Stored data:
**********
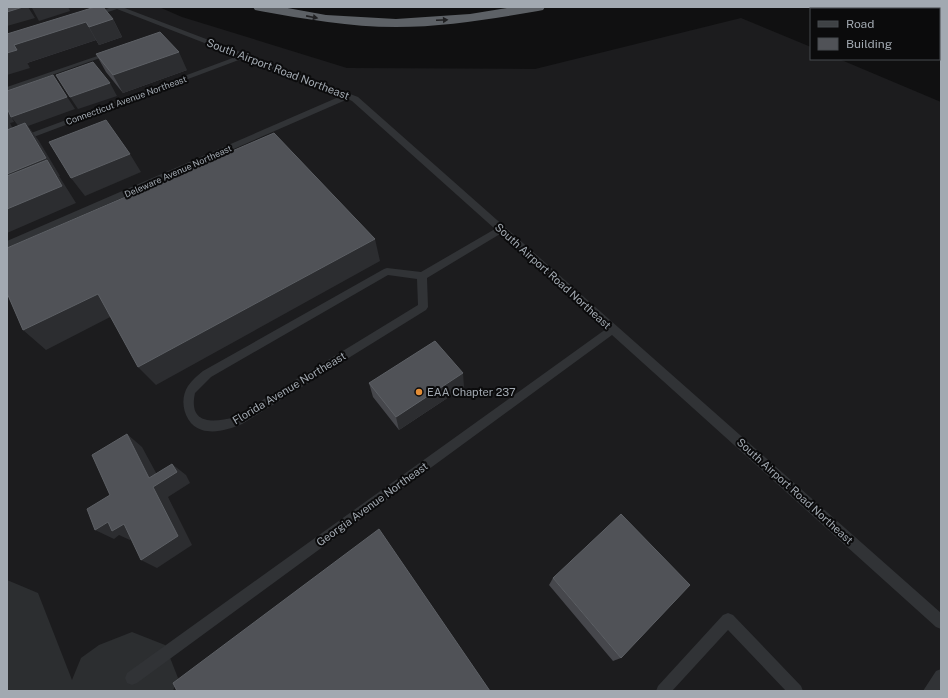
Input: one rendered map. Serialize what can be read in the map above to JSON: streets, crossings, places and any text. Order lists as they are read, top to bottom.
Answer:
{
  "streets": {
    "lane": [
      "South Airport Road Northeast",
      "Connecticut Avenue Northeast",
      "Deleware Avenue Northeast",
      "Florida Avenue Northeast",
      "Georgia Avenue Northeast"
    ]
  },
  "crossings": [
    ["South Airport Road Northeast", "Connecticut Avenue Northeast"],
    ["South Airport Road Northeast", "Deleware Avenue Northeast"],
    ["South Airport Road Northeast", "Georgia Avenue Northeast"]
  ],
  "places": ["EAA Chapter 237"],
  "legend": ["Road", "Building"]
}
**********
Task description:
Leaving out the pictures, repeat all of the entries exactly.

Result of the exercise:
Input: one rendered map. Serialize what can be read in the map above to JSON: streets, crossings, places and any text. Order lists as they are read, top to bottom.
Answer:
{
  "streets": {
    "lane": [
      "South Airport Road Northeast",
      "Connecticut Avenue Northeast",
      "Deleware Avenue Northeast",
      "Florida Avenue Northeast",
      "Georgia Avenue Northeast"
    ]
  },
  "crossings": [
    ["South Airport Road Northeast", "Connecticut Avenue Northeast"],
    ["South Airport Road Northeast", "Deleware Avenue Northeast"],
    ["South Airport Road Northeast", "Georgia Avenue Northeast"]
  ],
  "places": ["EAA Chapter 237"],
  "legend": ["Road", "Building"]
}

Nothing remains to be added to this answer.